+++ THE DATA +++

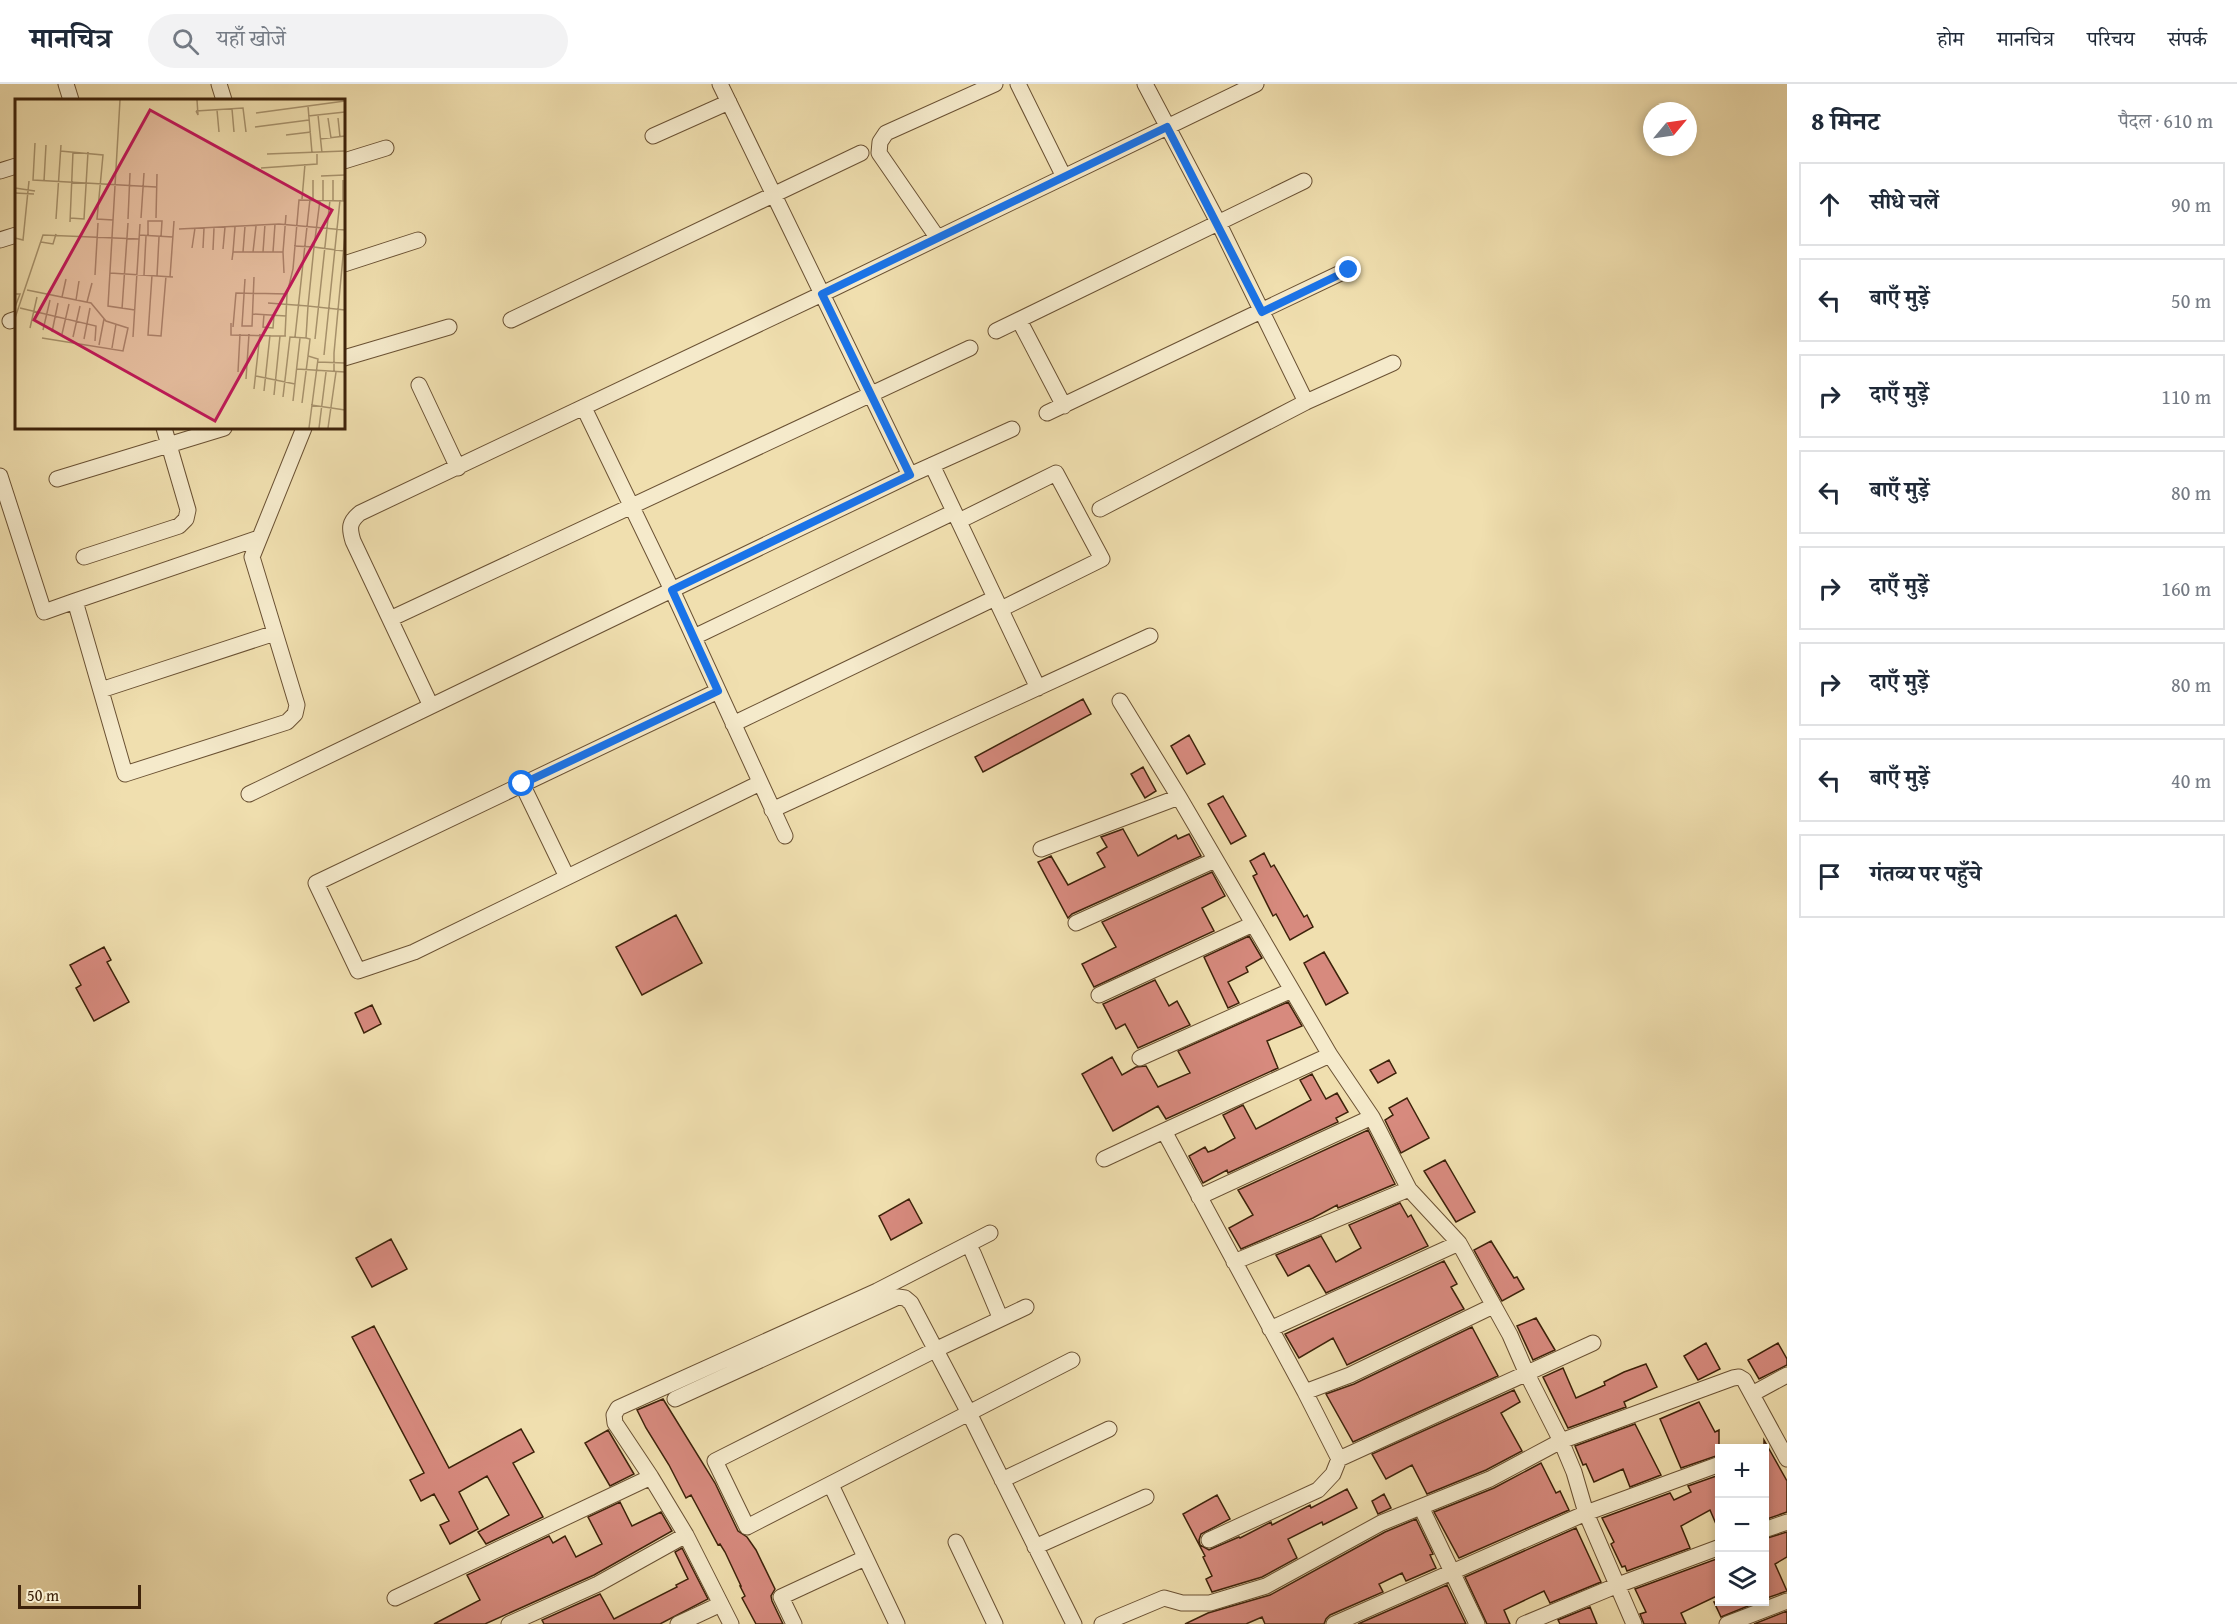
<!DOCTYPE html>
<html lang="hi">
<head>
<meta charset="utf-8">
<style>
  :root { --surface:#fff; --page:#f2f2f3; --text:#1f2937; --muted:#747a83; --line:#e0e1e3 }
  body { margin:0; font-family:"Gentium Book Plus","Noto Serif Devanagari",serif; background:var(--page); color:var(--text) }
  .controls { position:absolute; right:18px; bottom:18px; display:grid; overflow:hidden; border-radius:0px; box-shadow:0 3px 9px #0003 }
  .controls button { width:54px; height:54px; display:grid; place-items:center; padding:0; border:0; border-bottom:2px solid var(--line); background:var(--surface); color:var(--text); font:30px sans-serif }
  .compass { position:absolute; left:1643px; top:18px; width:54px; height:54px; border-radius:50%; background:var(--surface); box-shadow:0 3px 9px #0003; rotate:61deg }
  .scale { position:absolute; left:18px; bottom:15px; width:123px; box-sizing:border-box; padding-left:6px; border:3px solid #3d220a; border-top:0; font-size:16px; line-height:21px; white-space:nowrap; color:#3d220a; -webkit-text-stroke:4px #f5eacb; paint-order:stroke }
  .stop { position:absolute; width:18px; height:18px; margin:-14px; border:4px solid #1a73e8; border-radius:50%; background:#fff }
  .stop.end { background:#1a73e8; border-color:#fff; box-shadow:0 2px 6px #0008 }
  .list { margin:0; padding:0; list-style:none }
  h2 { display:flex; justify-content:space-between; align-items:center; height:78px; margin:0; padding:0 24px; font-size:26px }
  h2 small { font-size:20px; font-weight:400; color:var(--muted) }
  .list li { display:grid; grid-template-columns:39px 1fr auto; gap:18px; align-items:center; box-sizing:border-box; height:84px; margin:0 12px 12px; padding:0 12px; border:2px solid var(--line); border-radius:0px }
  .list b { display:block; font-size:22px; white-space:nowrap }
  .list em { font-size:20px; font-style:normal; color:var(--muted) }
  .icon { flex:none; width:33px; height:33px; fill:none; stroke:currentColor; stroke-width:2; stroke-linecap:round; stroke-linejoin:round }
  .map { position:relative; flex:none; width:1787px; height:1540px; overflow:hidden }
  header { display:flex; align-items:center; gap:36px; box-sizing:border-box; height:84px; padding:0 30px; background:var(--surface); border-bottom:2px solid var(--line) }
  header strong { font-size:28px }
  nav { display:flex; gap:33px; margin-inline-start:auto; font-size:21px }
  .search { width:420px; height:54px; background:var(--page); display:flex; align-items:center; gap:15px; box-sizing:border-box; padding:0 21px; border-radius:33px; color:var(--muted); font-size:22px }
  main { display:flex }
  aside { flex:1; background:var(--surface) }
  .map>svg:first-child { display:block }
</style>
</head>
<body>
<header>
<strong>मानचित्र</strong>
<div class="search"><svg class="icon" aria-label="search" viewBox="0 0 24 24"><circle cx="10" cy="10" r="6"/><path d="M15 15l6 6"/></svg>यहाँ खोजें</div>
<nav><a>होम</a><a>मानचित्र</a><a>परिचय</a><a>संपर्क</a></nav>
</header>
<main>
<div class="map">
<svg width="1787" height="1540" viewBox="0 0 1787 1540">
  <rect width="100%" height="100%" fill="#f0dfaf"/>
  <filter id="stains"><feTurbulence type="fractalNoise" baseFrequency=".00333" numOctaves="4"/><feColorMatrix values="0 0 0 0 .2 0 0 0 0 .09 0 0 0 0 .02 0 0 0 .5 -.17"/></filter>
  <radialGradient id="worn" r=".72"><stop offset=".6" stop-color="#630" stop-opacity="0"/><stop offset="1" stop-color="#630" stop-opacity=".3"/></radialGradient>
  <!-- building -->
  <path fill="#d78a7e" stroke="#3d220a" stroke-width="1.5" d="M1083,615L1091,630L983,688L975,673Z
    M1189,651L1205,680L1187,690L1171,662Z
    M1143,683L1156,707L1145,714L1131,690Z
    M1223,712L1246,752L1231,760L1208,720Z
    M1123,745L1138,772L1176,751L1178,755L1189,750L1201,772L1072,830L1068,834L1038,778L1051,772L1068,801L1105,783L1097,769L1107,763L1101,753Z
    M1264,769L1271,783L1274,781L1304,833L1307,831L1313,843L1290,856L1276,830L1273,832L1253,792L1257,790L1250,777Z
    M1212,788L1225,812L1202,824L1214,847L1094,903L1082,880L1116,863L1102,838Z
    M676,831L702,879L642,911L616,863Z
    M1249,852L1262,874L1246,883L1248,888L1228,898L1239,919L1228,924L1204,873Z
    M104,863L111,876L107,878L129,918L94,937L76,904L81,901L70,881Z
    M1324,868L1348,909L1326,921L1304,879Z
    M1155,896L1169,922L1177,917L1190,941L1138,964L1125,940L1116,945L1103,920Z
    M1288,918L1302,942L1267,957L1278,984L1166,1035L1158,1022L1113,1047L1082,990L1112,973L1122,991L1136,983L1146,982L1158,1003L1190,989L1178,967Z
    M372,921L381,940L364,949L355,929Z
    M1389,976L1396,989L1378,999L1370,986Z
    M1312,990L1326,1015L1337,1009L1348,1028L1336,1034L1338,1038L1228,1089L1227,1086L1203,1099L1189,1072L1205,1063L1208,1068L1214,1066L1235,1054L1223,1031L1243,1021L1256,1045L1311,1016L1300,996Z
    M1407,1014L1429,1054L1401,1069L1385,1036L1393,1031L1389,1024Z
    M1368,1046L1395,1100L1338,1124L1337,1121L1313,1134L1241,1165L1229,1144L1253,1131L1238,1106Z
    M1445,1076L1475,1128L1456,1138L1424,1087Z
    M909,1115L922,1139L891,1156L879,1132Z
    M1400,1119L1408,1133L1411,1131L1428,1162L1326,1209L1309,1181L1288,1192L1276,1171L1321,1152L1336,1178L1361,1164L1349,1141Z
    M391,1155L407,1185L372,1203L356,1174Z
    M1491,1157L1514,1194L1517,1193L1524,1205L1502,1217L1474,1166Z
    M1444,1177L1457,1200L1451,1203L1464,1225L1347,1281L1333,1254L1299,1274L1285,1250Z
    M1536,1234L1555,1266L1533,1276L1517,1242Z
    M374,1242L449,1384L521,1345L534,1368L513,1379L543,1433L486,1460L478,1448L509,1431L487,1392L459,1408L478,1445L450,1460L440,1441L449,1437L434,1410L421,1417L410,1396L424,1389L352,1253Z
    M1472,1243L1498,1292L1353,1358L1326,1310L1354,1300Z
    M1706,1259L1720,1285L1698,1296L1684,1272Z
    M1778,1259L1787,1275V1281L1759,1295L1748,1276Z
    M1646,1280L1657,1303L1624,1318L1626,1323L1568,1344L1543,1293L1563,1284L1576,1314L1605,1301L1604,1298L1624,1288Z
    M1514,1306L1520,1318L1501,1329L1522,1367L1486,1386L1427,1410L1412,1381L1386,1395L1372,1370Z
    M663,1315L715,1399L738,1447L747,1453L756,1466L775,1505L771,1512L772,1517L783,1540H756L742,1514L745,1512L740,1502H741L725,1468L720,1460L718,1461L691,1411L686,1414L669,1381L646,1344L637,1326Z
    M1699,1318L1715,1348L1719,1346V1371L1681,1384L1660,1335Z
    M1635,1340L1661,1391L1630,1403L1623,1385L1594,1398L1586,1380L1583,1381L1575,1362Z
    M608,1346L634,1390L610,1402L585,1359Z
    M1764,1356L1787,1397V1428L1764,1436Z
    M1541,1379L1556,1409L1560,1407L1569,1426L1459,1474L1434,1428L1494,1404Z
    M1719,1391V1447L1710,1426L1681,1442L1690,1464L1627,1487L1625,1482L1622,1483L1611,1460L1614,1458L1602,1434L1670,1409L1674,1416L1691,1408L1688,1402Z
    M1347,1405L1357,1424L1323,1441L1322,1438L1288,1455L1297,1474L1262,1493L1212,1508L1206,1495L1212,1492L1203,1473L1205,1472L1183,1430L1217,1411L1230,1435L1201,1450L1199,1456L1200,1461L1209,1466L1239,1453L1240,1454L1271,1438L1272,1441L1310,1421L1311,1424Z
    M1384,1410L1391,1424L1378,1430L1372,1417Z
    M620,1418L632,1442L661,1428L672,1447L594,1491L485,1540H434L480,1516L467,1491L549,1452L553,1459L565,1452L576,1473L602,1460L588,1433Z
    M1416,1435L1433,1470L1430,1471L1436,1484L1406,1497L1402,1489L1379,1500L1383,1508L1330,1531L1326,1535L1324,1540H1265L1262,1533L1246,1540H1185L1208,1529L1270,1511L1385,1448Z
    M1576,1444L1601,1498L1550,1519L1544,1507L1504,1526L1510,1540H1487L1465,1493Z
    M1787,1448V1473L1775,1480L1787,1507L1764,1515V1455Z
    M682,1464L708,1515L660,1540H544L542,1536L600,1510L614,1535L677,1503L676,1501L688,1495L675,1468Z
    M1719,1474V1511L1681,1529L1686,1540H1644L1640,1530L1646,1528L1635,1505Z
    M1447,1501L1466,1540H1358Z
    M1714,1518H1758L1721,1533Z
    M1590,1523L1597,1540H1560L1558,1536Z
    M1787,1527V1540H1754Z"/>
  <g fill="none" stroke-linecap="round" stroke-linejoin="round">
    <!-- street casing -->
    <g stroke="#6a5133" stroke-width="17">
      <path id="street" d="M66,0L71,16
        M219,0L224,16
        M720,0L910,391
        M1018,0L1064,93
        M1145,0L1219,140L1306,318
        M653,52L729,18
        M344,77L386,64
        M0,87L16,82
        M937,153L879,69L880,58L886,49L995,0
        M0,156L16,151
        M344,180L418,156
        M511,236L861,69
        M1019,236L1064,322
        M10,237L16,235
        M996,247L1304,97
        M344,274L449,243
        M419,301L458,384
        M584,324L672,506L785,752
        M1047,329L1349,185
        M932,381L1038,604
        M0,392L44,528L75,517L125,690L287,638L295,630L297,621L252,473L304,344
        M57,395L224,344
        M1100,425L1306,318L1393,279
        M959,437L1056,389L1102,475L1001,525
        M84,473L179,442L186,435L188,426L164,344
        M75,517L259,454
        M390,535L970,264
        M694,553L954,428
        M101,606L275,549
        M718,607L316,799L358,887L414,868L760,699
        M1120,617L1179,713L1330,971L1372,1033L1409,1105L1459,1159L1510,1251L1527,1290L1561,1357L1574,1388L1586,1429L1634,1540
        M431,622L353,457C349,444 349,438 360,429L822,210L1256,0
        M733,640L995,514
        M522,700L567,793
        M249,710L910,391L1012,345
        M772,726L1150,552
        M1041,765L1179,713
        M1076,839L1215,776
        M1099,911L1253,840
        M1140,974L1292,906
        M1164,1047L1330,971
        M1104,1075L1164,1047L1305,1308L1339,1375L1333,1390L1318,1406L1209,1456
        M1199,1113L1372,1033
        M973,1169L1000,1233
        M1234,1178L1409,1105
        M1026,1223L935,1266L715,1377L747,1443L1072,1276
        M1270,1245L1459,1159
        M1305,1308L1350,1291L1493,1222
        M1752,1310L1787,1291
        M675,1315L898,1213L905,1214L911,1219L969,1329L1074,1540
        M1339,1375L1593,1259
        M1002,1396L1109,1345
        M831,1401L897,1540
        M1421,1423L1477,1540
        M1764,1446L1787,1438
        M956,1458L995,1540
        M1035,1463L1146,1413
        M395,1514L651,1393
        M509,1540L598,1500L686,1451
        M678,1540L721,1520
        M731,1540L686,1451L651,1393L615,1339L614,1331L618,1324L877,1207L990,1149
        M794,1540L781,1513L865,1474
        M1102,1540L1164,1514L1182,1519H1210L1266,1502L1381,1439L1490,1395L1561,1357L1733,1294L1739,1293L1744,1296L1787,1375
        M1334,1540L1586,1429L1720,1380
        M1524,1540L1618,1501L1720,1463
        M1727,1540L1787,1517"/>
    </g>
    <!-- street -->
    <use href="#street" stroke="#f5eacb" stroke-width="15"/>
  </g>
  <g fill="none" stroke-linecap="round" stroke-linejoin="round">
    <!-- route -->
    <path stroke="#1a73e8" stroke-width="8" d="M522,700L718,607L672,506L910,391L822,210L1167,43L1262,228L1349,186"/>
  </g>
  <!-- overview -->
  <g transform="translate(15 15)">
    <rect width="330" height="330" fill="#f0dfaf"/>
    <path fill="none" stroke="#a8936d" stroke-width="1.5" d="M105,1L93,207L120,211M293,7L297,54M217,10L219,33M202,11L204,33M181,12L228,9L231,33M181,12L183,16L182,1M241,14L330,2M303,16L307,54M293,17L330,13M313,19L316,39M323,19L325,38M240,28L294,21M271,36L296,33M305,40L330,37M20,44L18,81L141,88M45,52L88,56L82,120L98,121M252,55L330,52M246,69L302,65V55M306,77L330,76M29,82L31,46M0,89L20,92M0,94L19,95M287,100L290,65M298,101V81M305,101L299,148L329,152M308,101V81M318,101V81M328,102V81M55,119L69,120L73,53M126,119L129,74M141,119L142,75M41,120L46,46M113,120L115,74M55,123L58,53M164,130L264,125L330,131M124,136L158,138M133,137V122H147L146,138M0,139L8,141L14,82M26,143L38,145L41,135M177,149L180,129M188,149L189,129M208,150L210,128M198,151L199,129M218,153L220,128M228,153L230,127M238,153L241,127M248,153L250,125M258,153L260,125M268,153L271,116M217,161L218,153H268L269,174M95,174L158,178M80,176L83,124M129,176L131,137M137,176L133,236L146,237L151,177M142,177L144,138M155,178L159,122M230,180L227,227H237L239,178M12,191L76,204L91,222L113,229L108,252L27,239M0,195H5L0,208M272,195L278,170L284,101L330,102M47,198L51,180M61,201L64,182M72,203L77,184M253,204L293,207L299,148L279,147M5,209L81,227L80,242M107,210L113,124M238,215L271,217M249,215L248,228L258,229L259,216M0,219L28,136L124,140M216,224V236L271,237M218,228L221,194L272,195L270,237M15,229L22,198M28,231L35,201M37,233L43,204M47,235L54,205M58,238L65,207M118,238L125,125M280,238L295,100M291,239L295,240L293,257L303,260L294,329M69,240L75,209M300,240L315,101M84,246L89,220M97,249L101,225M319,254L330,136M319,254V273M309,256L325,101M303,263L330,264M282,270L330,273M223,273L225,235M241,277L280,285M231,280L234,235M239,290L245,235M249,292L255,236M259,296L265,237M268,298L275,238L291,239L293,207L330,211M278,302L285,239M287,304L293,257M296,306L330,311M304,329L311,273M313,329L321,273"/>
    <path fill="#c2185b" fill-opacity="0.15" stroke="#c2185b" stroke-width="3" d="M135,11L317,111L200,322L19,221Z"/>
    <rect width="330" height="330" fill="none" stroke="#3d220a" stroke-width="3"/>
  </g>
  <rect width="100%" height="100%" filter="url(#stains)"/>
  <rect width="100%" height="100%" fill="url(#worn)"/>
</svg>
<div class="controls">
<button>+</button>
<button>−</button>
<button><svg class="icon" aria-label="layers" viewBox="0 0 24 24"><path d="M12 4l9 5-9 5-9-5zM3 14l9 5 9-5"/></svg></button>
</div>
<svg class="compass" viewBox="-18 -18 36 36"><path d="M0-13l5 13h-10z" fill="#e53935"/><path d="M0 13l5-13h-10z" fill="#747a83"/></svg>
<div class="scale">50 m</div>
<div class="stop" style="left:522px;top:700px"></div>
<div class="stop end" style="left:1349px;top:186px"></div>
</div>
<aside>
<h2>8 मिनट<small>पैदल · 610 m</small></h2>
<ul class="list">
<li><svg class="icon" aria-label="ahead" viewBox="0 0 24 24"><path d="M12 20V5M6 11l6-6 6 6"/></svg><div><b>सीधे चलें</b></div><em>90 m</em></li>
<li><svg class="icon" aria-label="left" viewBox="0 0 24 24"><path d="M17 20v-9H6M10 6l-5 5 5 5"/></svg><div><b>बाएँ मुड़ें</b></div><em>50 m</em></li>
<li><svg class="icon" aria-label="right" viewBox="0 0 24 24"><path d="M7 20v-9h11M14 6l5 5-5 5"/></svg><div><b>दाएँ मुड़ें</b></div><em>110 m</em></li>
<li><svg class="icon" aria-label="left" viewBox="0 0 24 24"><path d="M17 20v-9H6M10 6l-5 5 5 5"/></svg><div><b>बाएँ मुड़ें</b></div><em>80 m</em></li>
<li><svg class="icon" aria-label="right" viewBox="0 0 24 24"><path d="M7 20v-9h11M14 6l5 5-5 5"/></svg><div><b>दाएँ मुड़ें</b></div><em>160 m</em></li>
<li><svg class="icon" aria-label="right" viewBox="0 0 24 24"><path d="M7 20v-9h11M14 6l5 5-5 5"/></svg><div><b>दाएँ मुड़ें</b></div><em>80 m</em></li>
<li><svg class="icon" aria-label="left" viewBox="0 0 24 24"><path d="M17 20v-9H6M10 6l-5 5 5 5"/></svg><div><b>बाएँ मुड़ें</b></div><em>40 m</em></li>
<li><svg class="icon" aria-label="arrive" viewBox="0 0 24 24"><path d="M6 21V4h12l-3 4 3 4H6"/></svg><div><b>गंतव्य पर पहुँचे</b></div></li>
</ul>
</aside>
</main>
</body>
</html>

+++

__TASK OBJECTIVE__
From the data above, output only the lines between the line containing "<!-- street casing -->" and the line containing "M509,1540L598,1500L686,1451", inclusive, exactly as written.

__EXERCISE OUTPUT__
    <!-- street casing -->
    <g stroke="#6a5133" stroke-width="17">
      <path id="street" d="M66,0L71,16
        M219,0L224,16
        M720,0L910,391
        M1018,0L1064,93
        M1145,0L1219,140L1306,318
        M653,52L729,18
        M344,77L386,64
        M0,87L16,82
        M937,153L879,69L880,58L886,49L995,0
        M0,156L16,151
        M344,180L418,156
        M511,236L861,69
        M1019,236L1064,322
        M10,237L16,235
        M996,247L1304,97
        M344,274L449,243
        M419,301L458,384
        M584,324L672,506L785,752
        M1047,329L1349,185
        M932,381L1038,604
        M0,392L44,528L75,517L125,690L287,638L295,630L297,621L252,473L304,344
        M57,395L224,344
        M1100,425L1306,318L1393,279
        M959,437L1056,389L1102,475L1001,525
        M84,473L179,442L186,435L188,426L164,344
        M75,517L259,454
        M390,535L970,264
        M694,553L954,428
        M101,606L275,549
        M718,607L316,799L358,887L414,868L760,699
        M1120,617L1179,713L1330,971L1372,1033L1409,1105L1459,1159L1510,1251L1527,1290L1561,1357L1574,1388L1586,1429L1634,1540
        M431,622L353,457C349,444 349,438 360,429L822,210L1256,0
        M733,640L995,514
        M522,700L567,793
        M249,710L910,391L1012,345
        M772,726L1150,552
        M1041,765L1179,713
        M1076,839L1215,776
        M1099,911L1253,840
        M1140,974L1292,906
        M1164,1047L1330,971
        M1104,1075L1164,1047L1305,1308L1339,1375L1333,1390L1318,1406L1209,1456
        M1199,1113L1372,1033
        M973,1169L1000,1233
        M1234,1178L1409,1105
        M1026,1223L935,1266L715,1377L747,1443L1072,1276
        M1270,1245L1459,1159
        M1305,1308L1350,1291L1493,1222
        M1752,1310L1787,1291
        M675,1315L898,1213L905,1214L911,1219L969,1329L1074,1540
        M1339,1375L1593,1259
        M1002,1396L1109,1345
        M831,1401L897,1540
        M1421,1423L1477,1540
        M1764,1446L1787,1438
        M956,1458L995,1540
        M1035,1463L1146,1413
        M395,1514L651,1393
        M509,1540L598,1500L686,1451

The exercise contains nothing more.